Это Зеликман ввел Агату в круг «семинаристов», он знал ее чуть ли не с детства. «Алик жуткий зануда, но я его люблю, он очень хороший», – сказала Агата. Когда женщина кого-то любит в романтическом смысле, она не скажет про своего избранника «очень хороший», поэтому Марат сразу проникся к рыжему заике симпатией.
А вот с Коняевым, агентом «Госстраха», отношения сразу не задались. Он единственный из всех не оттаял во время лекции, потом задавал колючие вопросы, пытался блеснуть начитанностью по части народовольцев и бакунистов, но фактами владел неважно, пару раз напутал в хронологии событий, а когда Марат его поправил, еще больше разозлился. Он и потом всё посматривал волком, искры между ними так и сыпались. По своей привычке Марат попробовал «переселиться в образ», увидеть себя глазами Коняева, чтобы разобраться в причине этой неприязни. И разобрался как дважды два. Достаточно было понаблюдать, как бледный брюнет, покусывая тонкую нижнюю губу, поглядывает на Агату. Тоже в нее влюблен. И когда она привезла на дачу другого мужчину, к тому же известного писателя, Коняев запаниковал.
Это был человек нервный, но хотевший казаться сдержанным; внешне холодный, но внутренне страстный. У него была своя теория сопротивления. Коняев считал, что революция сама собой не произойдет, потому что главное страдание русского народа – не из-за отсутствия свобод, а из-за отсутствия рубля на опохмелку. В страховые агенты он пошел для того, чтобы встречаться с большим количеством людей и лучше знать состояние умов. «Умов как таковых не обнаружено, – говорил Коняев, презрительно кривя рот. – Обнаружена популяция приматов, которым еще развиваться и развиваться до прямохождения. Наша с вами миссия – ускорить этот эволюционный процесс».

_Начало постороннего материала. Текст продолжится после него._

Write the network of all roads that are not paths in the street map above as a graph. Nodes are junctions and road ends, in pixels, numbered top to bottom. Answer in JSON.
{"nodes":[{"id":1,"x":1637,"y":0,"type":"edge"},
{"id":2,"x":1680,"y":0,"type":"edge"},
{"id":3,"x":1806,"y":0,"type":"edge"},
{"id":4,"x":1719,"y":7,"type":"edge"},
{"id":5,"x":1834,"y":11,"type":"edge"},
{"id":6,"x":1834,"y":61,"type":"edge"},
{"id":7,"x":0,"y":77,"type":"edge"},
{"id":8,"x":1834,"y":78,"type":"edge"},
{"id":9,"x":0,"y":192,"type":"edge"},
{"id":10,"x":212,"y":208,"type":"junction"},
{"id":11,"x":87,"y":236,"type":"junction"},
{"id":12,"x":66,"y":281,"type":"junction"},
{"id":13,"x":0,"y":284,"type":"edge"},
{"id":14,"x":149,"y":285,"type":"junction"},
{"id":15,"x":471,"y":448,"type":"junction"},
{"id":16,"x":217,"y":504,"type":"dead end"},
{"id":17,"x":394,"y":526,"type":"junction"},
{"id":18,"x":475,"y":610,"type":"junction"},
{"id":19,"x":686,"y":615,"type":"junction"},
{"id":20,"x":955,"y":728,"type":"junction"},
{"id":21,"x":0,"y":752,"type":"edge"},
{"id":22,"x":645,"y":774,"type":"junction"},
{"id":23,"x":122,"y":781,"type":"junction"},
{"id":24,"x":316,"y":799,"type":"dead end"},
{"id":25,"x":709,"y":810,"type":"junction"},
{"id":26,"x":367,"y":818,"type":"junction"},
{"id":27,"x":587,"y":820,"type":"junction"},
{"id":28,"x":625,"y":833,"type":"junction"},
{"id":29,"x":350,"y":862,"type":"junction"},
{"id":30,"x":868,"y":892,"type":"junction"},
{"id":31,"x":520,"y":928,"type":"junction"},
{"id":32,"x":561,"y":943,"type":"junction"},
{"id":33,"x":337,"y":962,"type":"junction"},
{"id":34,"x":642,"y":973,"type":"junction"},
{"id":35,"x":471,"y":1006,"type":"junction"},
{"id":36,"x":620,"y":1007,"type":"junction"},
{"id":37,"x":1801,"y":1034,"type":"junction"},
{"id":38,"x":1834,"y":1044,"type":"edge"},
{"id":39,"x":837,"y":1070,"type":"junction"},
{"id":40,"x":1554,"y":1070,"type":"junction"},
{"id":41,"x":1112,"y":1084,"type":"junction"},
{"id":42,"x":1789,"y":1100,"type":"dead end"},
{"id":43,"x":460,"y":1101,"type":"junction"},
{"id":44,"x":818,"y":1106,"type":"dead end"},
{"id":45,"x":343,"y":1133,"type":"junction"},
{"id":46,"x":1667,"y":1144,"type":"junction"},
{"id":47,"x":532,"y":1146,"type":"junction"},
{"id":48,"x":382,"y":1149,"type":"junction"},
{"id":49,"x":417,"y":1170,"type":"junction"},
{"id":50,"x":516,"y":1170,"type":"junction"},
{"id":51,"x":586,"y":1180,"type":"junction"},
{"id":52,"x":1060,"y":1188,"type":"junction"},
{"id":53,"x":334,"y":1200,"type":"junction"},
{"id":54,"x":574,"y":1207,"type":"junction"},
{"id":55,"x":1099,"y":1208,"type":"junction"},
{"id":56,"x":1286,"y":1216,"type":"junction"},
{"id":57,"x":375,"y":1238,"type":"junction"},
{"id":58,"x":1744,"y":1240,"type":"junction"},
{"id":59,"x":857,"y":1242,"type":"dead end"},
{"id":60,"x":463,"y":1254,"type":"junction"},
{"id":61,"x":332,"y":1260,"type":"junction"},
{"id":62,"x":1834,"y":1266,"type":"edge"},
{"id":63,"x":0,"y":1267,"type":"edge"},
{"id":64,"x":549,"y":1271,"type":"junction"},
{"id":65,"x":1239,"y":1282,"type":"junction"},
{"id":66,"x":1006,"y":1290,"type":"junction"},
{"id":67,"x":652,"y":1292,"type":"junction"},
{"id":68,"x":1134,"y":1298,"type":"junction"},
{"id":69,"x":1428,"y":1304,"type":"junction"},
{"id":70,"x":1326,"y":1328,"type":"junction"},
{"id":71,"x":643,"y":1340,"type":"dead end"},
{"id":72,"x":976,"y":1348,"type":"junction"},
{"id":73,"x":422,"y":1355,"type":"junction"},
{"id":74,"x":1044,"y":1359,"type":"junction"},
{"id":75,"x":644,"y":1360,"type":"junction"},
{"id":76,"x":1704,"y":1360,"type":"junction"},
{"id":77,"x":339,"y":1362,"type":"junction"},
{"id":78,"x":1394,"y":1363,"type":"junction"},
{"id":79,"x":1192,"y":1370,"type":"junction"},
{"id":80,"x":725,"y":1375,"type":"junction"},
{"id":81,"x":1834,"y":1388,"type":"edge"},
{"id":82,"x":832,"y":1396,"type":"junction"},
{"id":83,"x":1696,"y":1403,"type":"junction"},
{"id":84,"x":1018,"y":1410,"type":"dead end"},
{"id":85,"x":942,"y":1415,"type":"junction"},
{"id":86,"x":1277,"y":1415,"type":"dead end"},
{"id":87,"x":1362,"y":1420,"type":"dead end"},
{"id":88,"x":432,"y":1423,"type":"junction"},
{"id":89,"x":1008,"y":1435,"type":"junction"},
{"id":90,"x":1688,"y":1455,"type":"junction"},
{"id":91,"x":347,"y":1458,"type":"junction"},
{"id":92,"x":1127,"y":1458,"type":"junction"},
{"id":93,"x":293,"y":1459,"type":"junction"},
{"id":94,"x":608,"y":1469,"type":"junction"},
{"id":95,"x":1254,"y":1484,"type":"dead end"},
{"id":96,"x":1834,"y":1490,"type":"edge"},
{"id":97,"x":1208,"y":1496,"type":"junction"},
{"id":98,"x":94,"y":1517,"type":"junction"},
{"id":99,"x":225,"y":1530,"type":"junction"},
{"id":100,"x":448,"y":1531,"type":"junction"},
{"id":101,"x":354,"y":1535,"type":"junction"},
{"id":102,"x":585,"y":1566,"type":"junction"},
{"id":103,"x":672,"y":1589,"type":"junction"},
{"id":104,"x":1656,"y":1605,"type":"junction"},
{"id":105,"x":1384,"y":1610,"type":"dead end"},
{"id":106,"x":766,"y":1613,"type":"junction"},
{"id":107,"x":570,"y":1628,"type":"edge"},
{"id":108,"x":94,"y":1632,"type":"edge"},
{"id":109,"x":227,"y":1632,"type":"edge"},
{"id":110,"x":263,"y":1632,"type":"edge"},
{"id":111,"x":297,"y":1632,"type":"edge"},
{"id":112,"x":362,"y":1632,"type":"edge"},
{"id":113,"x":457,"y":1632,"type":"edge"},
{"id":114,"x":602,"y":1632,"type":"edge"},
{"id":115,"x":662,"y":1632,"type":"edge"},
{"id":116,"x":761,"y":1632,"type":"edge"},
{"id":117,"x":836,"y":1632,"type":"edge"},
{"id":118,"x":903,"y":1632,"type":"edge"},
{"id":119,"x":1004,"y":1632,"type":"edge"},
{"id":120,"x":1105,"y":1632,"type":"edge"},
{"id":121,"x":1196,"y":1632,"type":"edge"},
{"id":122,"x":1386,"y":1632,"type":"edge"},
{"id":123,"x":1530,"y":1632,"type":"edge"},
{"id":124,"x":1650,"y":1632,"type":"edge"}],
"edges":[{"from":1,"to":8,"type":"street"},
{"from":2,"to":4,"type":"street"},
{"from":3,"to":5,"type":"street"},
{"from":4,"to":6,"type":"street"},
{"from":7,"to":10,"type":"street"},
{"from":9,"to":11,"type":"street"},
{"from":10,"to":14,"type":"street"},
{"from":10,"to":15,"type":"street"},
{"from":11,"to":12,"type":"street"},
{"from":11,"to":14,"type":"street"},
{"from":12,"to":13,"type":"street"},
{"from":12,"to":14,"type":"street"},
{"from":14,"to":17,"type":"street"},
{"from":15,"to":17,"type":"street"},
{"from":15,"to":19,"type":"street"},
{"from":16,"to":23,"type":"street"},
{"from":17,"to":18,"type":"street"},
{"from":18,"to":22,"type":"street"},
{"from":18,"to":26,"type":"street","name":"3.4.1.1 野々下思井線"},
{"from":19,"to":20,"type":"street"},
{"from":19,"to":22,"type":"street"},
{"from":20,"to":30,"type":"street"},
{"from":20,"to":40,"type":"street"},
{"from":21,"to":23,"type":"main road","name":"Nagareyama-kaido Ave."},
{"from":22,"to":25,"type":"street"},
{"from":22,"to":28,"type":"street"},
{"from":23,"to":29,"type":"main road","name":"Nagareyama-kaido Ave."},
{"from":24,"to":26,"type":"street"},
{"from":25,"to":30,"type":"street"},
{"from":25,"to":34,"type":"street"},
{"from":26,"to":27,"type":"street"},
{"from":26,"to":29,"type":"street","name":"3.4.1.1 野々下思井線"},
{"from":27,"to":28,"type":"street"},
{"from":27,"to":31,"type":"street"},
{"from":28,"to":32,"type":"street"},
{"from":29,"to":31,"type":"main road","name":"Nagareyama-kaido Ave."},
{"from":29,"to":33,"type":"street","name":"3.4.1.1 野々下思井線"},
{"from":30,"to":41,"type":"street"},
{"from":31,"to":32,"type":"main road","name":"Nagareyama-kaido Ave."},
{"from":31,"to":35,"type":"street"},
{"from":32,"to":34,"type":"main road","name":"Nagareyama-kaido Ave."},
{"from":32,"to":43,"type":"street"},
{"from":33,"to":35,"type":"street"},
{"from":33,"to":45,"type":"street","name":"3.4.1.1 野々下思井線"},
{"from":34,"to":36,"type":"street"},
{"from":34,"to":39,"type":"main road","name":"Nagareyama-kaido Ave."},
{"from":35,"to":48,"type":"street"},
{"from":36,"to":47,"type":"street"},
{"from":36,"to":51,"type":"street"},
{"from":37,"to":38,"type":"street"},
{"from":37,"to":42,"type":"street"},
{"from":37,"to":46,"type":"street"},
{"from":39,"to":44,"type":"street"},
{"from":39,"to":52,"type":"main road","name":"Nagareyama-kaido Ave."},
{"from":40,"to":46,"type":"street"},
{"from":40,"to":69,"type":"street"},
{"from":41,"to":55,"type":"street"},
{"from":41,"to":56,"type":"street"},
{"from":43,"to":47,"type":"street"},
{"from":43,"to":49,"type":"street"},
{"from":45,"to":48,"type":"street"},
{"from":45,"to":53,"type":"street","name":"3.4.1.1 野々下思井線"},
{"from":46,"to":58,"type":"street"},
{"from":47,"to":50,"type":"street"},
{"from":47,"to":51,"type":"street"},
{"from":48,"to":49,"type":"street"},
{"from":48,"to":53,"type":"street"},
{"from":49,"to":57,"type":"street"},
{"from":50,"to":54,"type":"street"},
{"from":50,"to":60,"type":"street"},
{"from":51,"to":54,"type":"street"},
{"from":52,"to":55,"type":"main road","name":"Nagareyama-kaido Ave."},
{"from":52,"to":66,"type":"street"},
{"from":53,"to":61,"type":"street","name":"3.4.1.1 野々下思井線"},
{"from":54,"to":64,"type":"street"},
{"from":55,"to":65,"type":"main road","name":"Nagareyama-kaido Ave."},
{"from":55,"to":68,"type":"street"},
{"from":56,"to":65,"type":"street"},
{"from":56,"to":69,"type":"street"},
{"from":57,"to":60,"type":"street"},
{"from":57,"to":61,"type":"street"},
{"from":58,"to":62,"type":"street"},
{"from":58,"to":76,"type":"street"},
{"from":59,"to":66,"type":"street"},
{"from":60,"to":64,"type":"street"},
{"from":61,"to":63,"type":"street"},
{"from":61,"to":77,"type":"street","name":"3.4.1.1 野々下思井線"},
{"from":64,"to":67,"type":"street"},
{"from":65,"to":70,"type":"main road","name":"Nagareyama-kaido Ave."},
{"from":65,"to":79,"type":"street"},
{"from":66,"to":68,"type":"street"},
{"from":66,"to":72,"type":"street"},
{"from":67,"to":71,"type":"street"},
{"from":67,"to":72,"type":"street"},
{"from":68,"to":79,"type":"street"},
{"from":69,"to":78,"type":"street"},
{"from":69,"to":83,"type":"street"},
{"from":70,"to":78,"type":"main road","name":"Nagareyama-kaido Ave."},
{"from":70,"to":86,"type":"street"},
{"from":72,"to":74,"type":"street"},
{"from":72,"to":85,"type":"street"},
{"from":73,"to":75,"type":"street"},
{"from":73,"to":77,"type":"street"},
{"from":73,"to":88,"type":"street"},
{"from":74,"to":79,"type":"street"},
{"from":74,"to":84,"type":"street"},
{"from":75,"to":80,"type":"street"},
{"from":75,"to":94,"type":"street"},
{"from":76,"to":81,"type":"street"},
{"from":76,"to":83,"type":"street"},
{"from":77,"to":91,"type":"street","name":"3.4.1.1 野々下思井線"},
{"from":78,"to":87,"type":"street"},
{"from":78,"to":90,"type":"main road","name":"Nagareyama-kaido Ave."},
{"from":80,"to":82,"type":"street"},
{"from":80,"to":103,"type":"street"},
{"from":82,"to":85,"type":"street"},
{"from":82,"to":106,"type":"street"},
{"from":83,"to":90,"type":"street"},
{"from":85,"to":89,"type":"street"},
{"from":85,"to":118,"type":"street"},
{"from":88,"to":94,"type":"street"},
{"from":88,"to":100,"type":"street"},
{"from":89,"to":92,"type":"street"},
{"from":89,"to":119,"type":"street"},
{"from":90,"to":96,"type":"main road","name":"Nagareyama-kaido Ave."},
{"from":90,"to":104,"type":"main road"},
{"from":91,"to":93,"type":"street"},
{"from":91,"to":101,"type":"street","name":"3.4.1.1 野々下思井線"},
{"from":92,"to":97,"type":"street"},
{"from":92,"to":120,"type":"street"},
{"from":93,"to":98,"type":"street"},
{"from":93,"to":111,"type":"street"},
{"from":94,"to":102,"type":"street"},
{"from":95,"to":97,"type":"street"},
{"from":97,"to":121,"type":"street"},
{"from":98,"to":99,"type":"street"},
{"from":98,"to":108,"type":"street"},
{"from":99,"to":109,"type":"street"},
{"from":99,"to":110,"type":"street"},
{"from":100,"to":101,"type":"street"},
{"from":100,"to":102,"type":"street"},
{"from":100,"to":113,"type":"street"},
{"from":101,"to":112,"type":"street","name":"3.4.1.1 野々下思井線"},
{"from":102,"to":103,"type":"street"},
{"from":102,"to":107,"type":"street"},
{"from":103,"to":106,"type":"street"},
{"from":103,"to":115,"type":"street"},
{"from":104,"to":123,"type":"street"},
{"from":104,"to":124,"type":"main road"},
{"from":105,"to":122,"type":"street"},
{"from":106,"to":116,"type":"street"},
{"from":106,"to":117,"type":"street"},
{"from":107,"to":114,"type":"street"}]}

Увлекаясь, он сыпал именами теоретиков европейского левого движения, которое движется в том же направлении. Единственный способ расшевелить, разбудить «приматов» – гальванизация, воздействие электрическим током, то есть сильными ударами по психике, которые создадут у массы ощущение тревоги, недовольства действительностью, заставят людей «включить мозги».
– Нужно искусственно генерировать сейсмические толчки, – говорил, например, сегодня Коняев после лекции Казуиста, то и дело бросая взгляды на Агату, слушавшую его очень внимательно. – Во Франции и в Германии люди, которые не боятся революционно мыслить, ставят вопрос ребром: готовы ли мы заплатить за превращение стада в народ безжалостную цену? Готовы ли мы к прямому действию? Готовы ли мы поджечь дом, чтобы его обитатели выбежали на улицу и начали действовать? Тем более, что их дом – клоповник и свинарник, которого не жалко. Если мы кинемся в огонь первыми, не боясь сгореть – да и сгорим, черт с нами – это даст нам моральное право быть жесткими, даже жестокими.
Надо будет сказать Агате, что всё это уже было и ни к чему хорошему не привело, думал Марат, тоже посматривая на соседку. Рассказать про петербургские поджоги 1863 года – тогдашние Коняевы тоже надеялись «расшевелить обывателей». Процитировать «Катехизис революционера». Вот еще новый Нечаев выискался.